Stored items

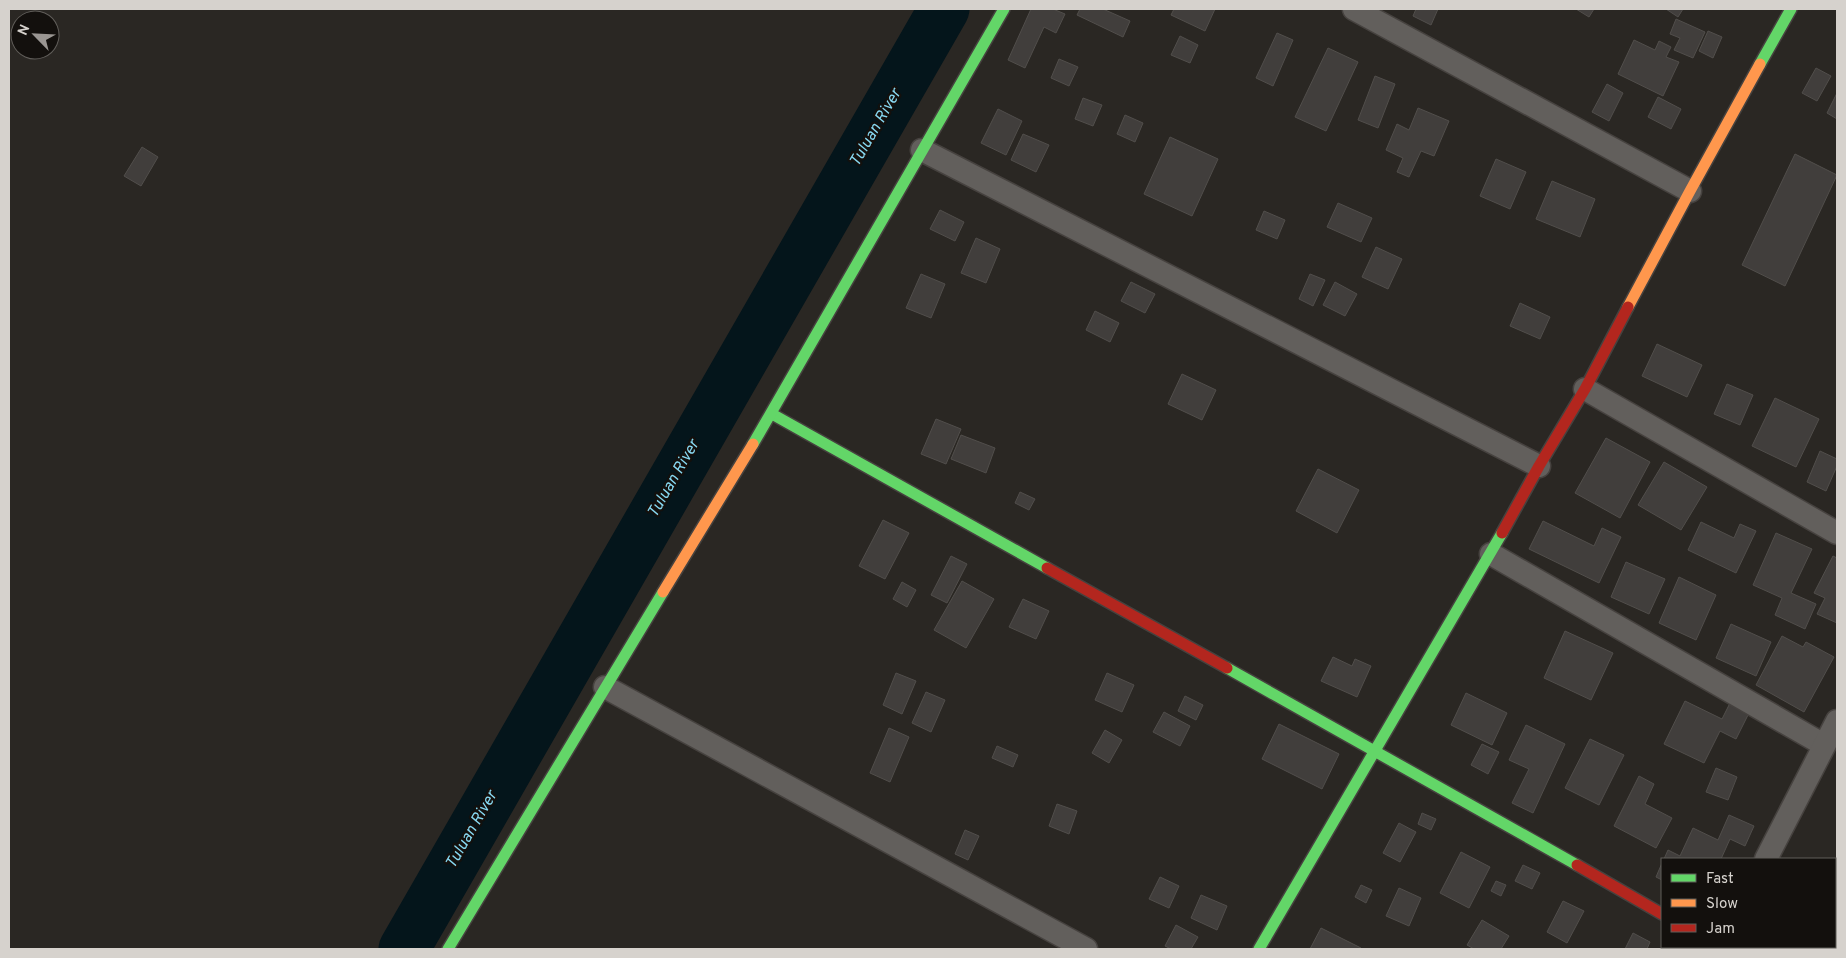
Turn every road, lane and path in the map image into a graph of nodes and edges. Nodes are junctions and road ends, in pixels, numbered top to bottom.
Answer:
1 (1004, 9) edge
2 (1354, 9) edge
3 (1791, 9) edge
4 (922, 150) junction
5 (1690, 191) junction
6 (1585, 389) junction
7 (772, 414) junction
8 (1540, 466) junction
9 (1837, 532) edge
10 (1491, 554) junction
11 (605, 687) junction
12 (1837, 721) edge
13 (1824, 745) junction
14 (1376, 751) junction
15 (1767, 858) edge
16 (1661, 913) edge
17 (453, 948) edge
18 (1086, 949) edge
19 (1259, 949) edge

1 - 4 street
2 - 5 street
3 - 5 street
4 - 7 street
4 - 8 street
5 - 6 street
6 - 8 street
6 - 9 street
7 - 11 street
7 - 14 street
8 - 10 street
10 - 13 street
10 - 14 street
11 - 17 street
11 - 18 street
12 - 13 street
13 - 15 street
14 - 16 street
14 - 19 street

* [INSTRUCTIONS TO FOLLOW]
None of the pictures belongs in the answer, but all the entries must be repeated exactly.

* [OUTPUT FOR THIS TASK]
Turn every road, lane and path in the map image into a graph of nodes and edges. Nodes are junctions and road ends, in pixels, numbered top to bottom.
Answer:
1 (1004, 9) edge
2 (1354, 9) edge
3 (1791, 9) edge
4 (922, 150) junction
5 (1690, 191) junction
6 (1585, 389) junction
7 (772, 414) junction
8 (1540, 466) junction
9 (1837, 532) edge
10 (1491, 554) junction
11 (605, 687) junction
12 (1837, 721) edge
13 (1824, 745) junction
14 (1376, 751) junction
15 (1767, 858) edge
16 (1661, 913) edge
17 (453, 948) edge
18 (1086, 949) edge
19 (1259, 949) edge

1 - 4 street
2 - 5 street
3 - 5 street
4 - 7 street
4 - 8 street
5 - 6 street
6 - 8 street
6 - 9 street
7 - 11 street
7 - 14 street
8 - 10 street
10 - 13 street
10 - 14 street
11 - 17 street
11 - 18 street
12 - 13 street
13 - 15 street
14 - 16 street
14 - 19 street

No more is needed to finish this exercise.